第10話「ライバル」

 ある日、僕と絵菜はいつものように一緒に帰ろうと、玄関で靴を履き替えていた。

 あれから相原くんは学校に来たような、来てないような、でも大島さんが班のことは伝えたと言っていたので、どこかで来ていたのだろう。本当にいるのかいないのかよく分からない。
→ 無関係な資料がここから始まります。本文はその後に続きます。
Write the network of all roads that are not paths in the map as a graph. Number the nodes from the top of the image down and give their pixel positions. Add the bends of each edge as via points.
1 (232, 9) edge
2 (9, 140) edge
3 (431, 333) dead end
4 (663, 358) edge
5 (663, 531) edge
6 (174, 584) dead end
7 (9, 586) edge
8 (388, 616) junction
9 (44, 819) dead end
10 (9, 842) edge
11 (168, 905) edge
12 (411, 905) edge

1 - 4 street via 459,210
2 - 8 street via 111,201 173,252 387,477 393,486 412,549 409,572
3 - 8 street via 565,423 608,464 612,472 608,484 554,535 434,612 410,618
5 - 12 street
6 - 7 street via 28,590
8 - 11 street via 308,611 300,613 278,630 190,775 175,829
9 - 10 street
(相原くんはいつ学校に来てるんだろう……また出席日数がギリギリになるのでは……)


「……団吉? どうかした?」

「あ、ううん、なんでもない。じゃあ帰ろうか」

「――日車団吉先輩ですね?」


 帰ろうと玄関を出ようとした瞬間、後ろから声をかけられた。振り向くと見たことのない男の子がいた。


「は、はい、な、何か……?」

「あ、はじめまして、僕は一年一組の天野蒼汰あまのそうたといいます」

「あ、ど、どうも……二年五組の日車団吉です……」

「あなたの方が先輩なのですから、敬語じゃなくて大丈夫です。そんなことより、単刀直入に聞きます。東城麻里奈さんのことをどう思っているのですか?」

「え……?」


 急に東城さんの名前が出てきて、僕はびっくりして何も言えなかった。と、東城さん? どういうことだろうか。


「い、いや、どうって言われても……」

「あ、すみません、急に言われても混乱しますよね。僕は東城さんのクラスメイトです。あなたと東城さんが一緒にいるところを何度も見たので」


 な、なるほど、東城さんのクラスメイトか。うーん、たしかに学校で会うこともあるけど、さすがに毎日ではないし、何と答えたらいいものか……。


「う、うーん、たしかに仲良くはさせてもらってるけど、毎日会ってるわけでもないし……」

「……すみません、回りくどい言い方はやめにします。その、東城さんのこと、好きなのですか?」

「え!? い、いや、好きっていうかなんというか……その、友達としては好きというか」

「友達として……? 恋愛感情ではないということですか?」

「ま、まぁ……って、あんまり言うと東城さんにも失礼なんだけど、僕にはこちらの沢井絵菜さんがいるので……」

「えっ?」


 天野くんは僕と絵菜の顔を交互に見る。なんだろう、何が言いたいのかよく分からなかった。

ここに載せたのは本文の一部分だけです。